*Exercise aim*
Leave the images aside and output every entry exactly.

[Stored items]
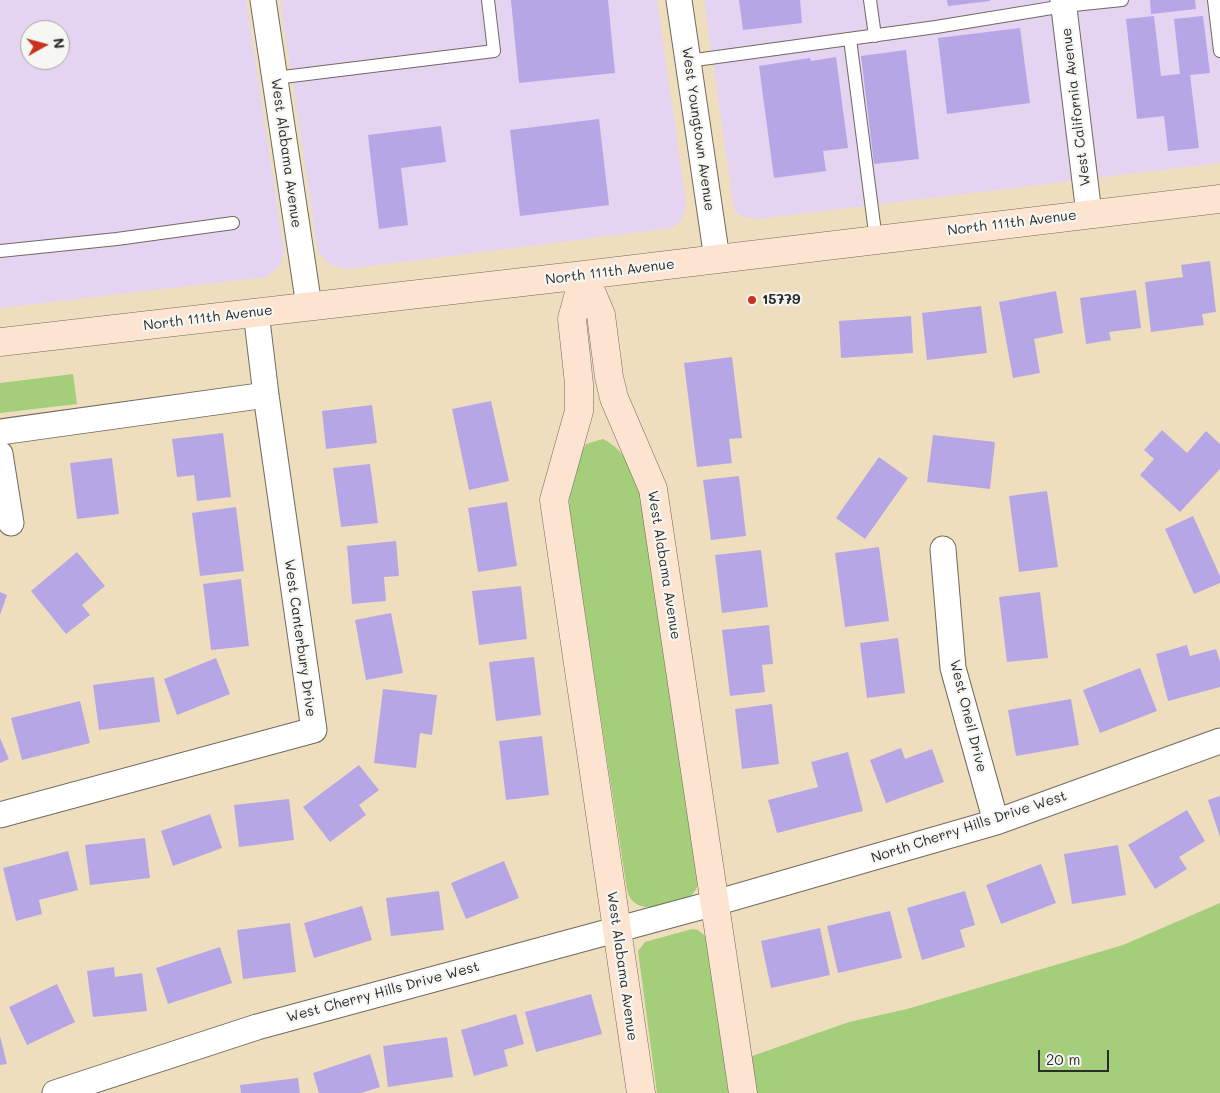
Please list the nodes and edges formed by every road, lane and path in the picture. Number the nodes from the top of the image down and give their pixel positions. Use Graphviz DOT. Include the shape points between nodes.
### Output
graph roads {
  1 [pos="263,0"];
  2 [pos="488,0"];
  3 [pos="679,0"];
  4 [pos="870,0"];
  5 [pos="1122,0"];
  6 [pos="1214,0"];
  7 [pos="1063,3"];
  8 [pos="1032,6"];
  9 [pos="875,36"];
  10 [pos="850,39"];
  11 [pos="1220,51"];
  12 [pos="688,61"];
  13 [pos="275,78"];
  14 [pos="1220,199"];
  15 [pos="1088,214"];
  16 [pos="233,223"];
  17 [pos="876,240"];
  18 [pos="0,251"];
  19 [pos="717,259"];
  20 [pos="584,275"];
  21 [pos="309,306"];
  22 [pos="256,312"];
  23 [pos="0,342"];
  24 [pos="266,395"];
  25 [pos="0,432"];
  26 [pos="0,454"];
  27 [pos="11,523"];
  28 [pos="943,549"];
  29 [pos="1220,741"];
  30 [pos="0,816"];
  31 [pos="996,822"];
  32 [pos="714,903"];
  33 [pos="617,929"];
  34 [pos="55,1093"];
  35 [pos="641,1093"];
  36 [pos="743,1093"];
  1 -- 13 [label="street, West Alabama Avenue"];
  2 -- 13 [label="lane" via="494,51"];
  3 -- 12 [label="street, West Youngtown Avenue"];
  4 -- 9 [label="lane"];
  5 -- 7 [label="lane"];
  6 -- 11 [label="lane"];
  7 -- 8 [label="lane"];
  7 -- 15 [label="street, West California Avenue"];
  8 -- 9 [label="lane"];
  9 -- 10 [label="lane"];
  10 -- 12 [label="lane"];
  10 -- 17 [label="lane"];
  12 -- 19 [label="street, West Youngtown Avenue"];
  13 -- 21 [label="street, West Alabama Avenue"];
  14 -- 15 [label="street, North 111th Avenue"];
  15 -- 17 [label="street, North 111th Avenue"];
  16 -- 18 [label="lane"];
  17 -- 19 [label="street, North 111th Avenue"];
  19 -- 20 [label="street, North 111th Avenue"];
  20 -- 21 [label="street, North 111th Avenue"];
  20 -- 32 [label="street, West Alabama Avenue" via="602,315 614,398 653,489"];
  20 -- 33 [label="street, West Alabama Avenue" via="572,318 580,384 579,411 554,500"];
  21 -- 22 [label="street, North 111th Avenue"];
  22 -- 23 [label="street, North 111th Avenue"];
  22 -- 24 [label="street, West Canterbury Drive"];
  24 -- 25 [label="street"];
  24 -- 30 [label="street, West Canterbury Drive" via="314,730"];
  26 -- 27 [label="street"];
  28 -- 31 [label="street, West Oneil Drive" via="953,668"];
  29 -- 31 [label="street, North Cherry Hills Drive West"];
  31 -- 32 [label="street, North Cherry Hills Drive West"];
  32 -- 33 [label="street, West Cherry Hills Drive West"];
  32 -- 36 [label="street, West Alabama Avenue"];
  33 -- 34 [label="street, West Cherry Hills Drive West" via="257,1026"];
  33 -- 35 [label="street, West Alabama Avenue"];
}
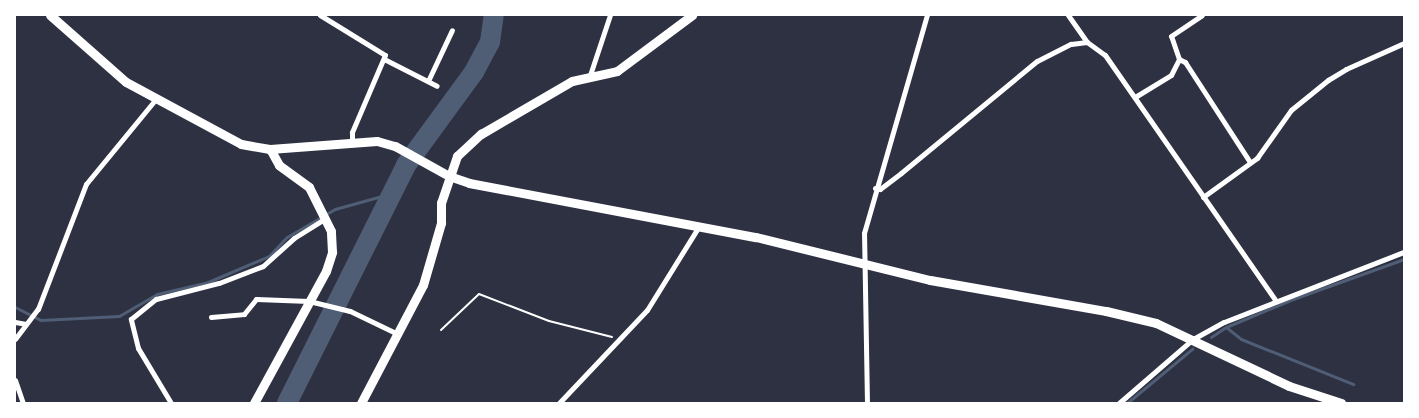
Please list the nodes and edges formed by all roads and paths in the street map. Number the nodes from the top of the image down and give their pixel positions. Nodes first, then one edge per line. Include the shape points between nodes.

*Your response*
Please list the nodes and edges formed by every road, lane and path in the picture. Number the nodes from the top of the image down and give their pixel positions. Use Graphviz DOT. Include the shape points between nodes.
### Output
graph roads {
  1 [pos="263,0"];
  2 [pos="488,0"];
  3 [pos="679,0"];
  4 [pos="870,0"];
  5 [pos="1122,0"];
  6 [pos="1214,0"];
  7 [pos="1063,3"];
  8 [pos="1032,6"];
  9 [pos="875,36"];
  10 [pos="850,39"];
  11 [pos="1220,51"];
  12 [pos="688,61"];
  13 [pos="275,78"];
  14 [pos="1220,199"];
  15 [pos="1088,214"];
  16 [pos="233,223"];
  17 [pos="876,240"];
  18 [pos="0,251"];
  19 [pos="717,259"];
  20 [pos="584,275"];
  21 [pos="309,306"];
  22 [pos="256,312"];
  23 [pos="0,342"];
  24 [pos="266,395"];
  25 [pos="0,432"];
  26 [pos="0,454"];
  27 [pos="11,523"];
  28 [pos="943,549"];
  29 [pos="1220,741"];
  30 [pos="0,816"];
  31 [pos="996,822"];
  32 [pos="714,903"];
  33 [pos="617,929"];
  34 [pos="55,1093"];
  35 [pos="641,1093"];
  36 [pos="743,1093"];
  1 -- 13 [label="street, West Alabama Avenue"];
  2 -- 13 [label="lane" via="494,51"];
  3 -- 12 [label="street, West Youngtown Avenue"];
  4 -- 9 [label="lane"];
  5 -- 7 [label="lane"];
  6 -- 11 [label="lane"];
  7 -- 8 [label="lane"];
  7 -- 15 [label="street, West California Avenue"];
  8 -- 9 [label="lane"];
  9 -- 10 [label="lane"];
  10 -- 12 [label="lane"];
  10 -- 17 [label="lane"];
  12 -- 19 [label="street, West Youngtown Avenue"];
  13 -- 21 [label="street, West Alabama Avenue"];
  14 -- 15 [label="street, North 111th Avenue"];
  15 -- 17 [label="street, North 111th Avenue"];
  16 -- 18 [label="lane"];
  17 -- 19 [label="street, North 111th Avenue"];
  19 -- 20 [label="street, North 111th Avenue"];
  20 -- 21 [label="street, North 111th Avenue"];
  20 -- 32 [label="street, West Alabama Avenue" via="602,315 614,398 653,489"];
  20 -- 33 [label="street, West Alabama Avenue" via="572,318 580,384 579,411 554,500"];
  21 -- 22 [label="street, North 111th Avenue"];
  22 -- 23 [label="street, North 111th Avenue"];
  22 -- 24 [label="street, West Canterbury Drive"];
  24 -- 25 [label="street"];
  24 -- 30 [label="street, West Canterbury Drive" via="314,730"];
  26 -- 27 [label="street"];
  28 -- 31 [label="street, West Oneil Drive" via="953,668"];
  29 -- 31 [label="street, North Cherry Hills Drive West"];
  31 -- 32 [label="street, North Cherry Hills Drive West"];
  32 -- 33 [label="street, West Cherry Hills Drive West"];
  32 -- 36 [label="street, West Alabama Avenue"];
  33 -- 34 [label="street, West Cherry Hills Drive West" via="257,1026"];
  33 -- 35 [label="street, West Alabama Avenue"];
}
Please list the nodes and edges formed by all roads and paths in the street map. Number the nodes from the top of the image down and give their pixel positions. Nodes first, then one edge per line. Include the shape points between nodes.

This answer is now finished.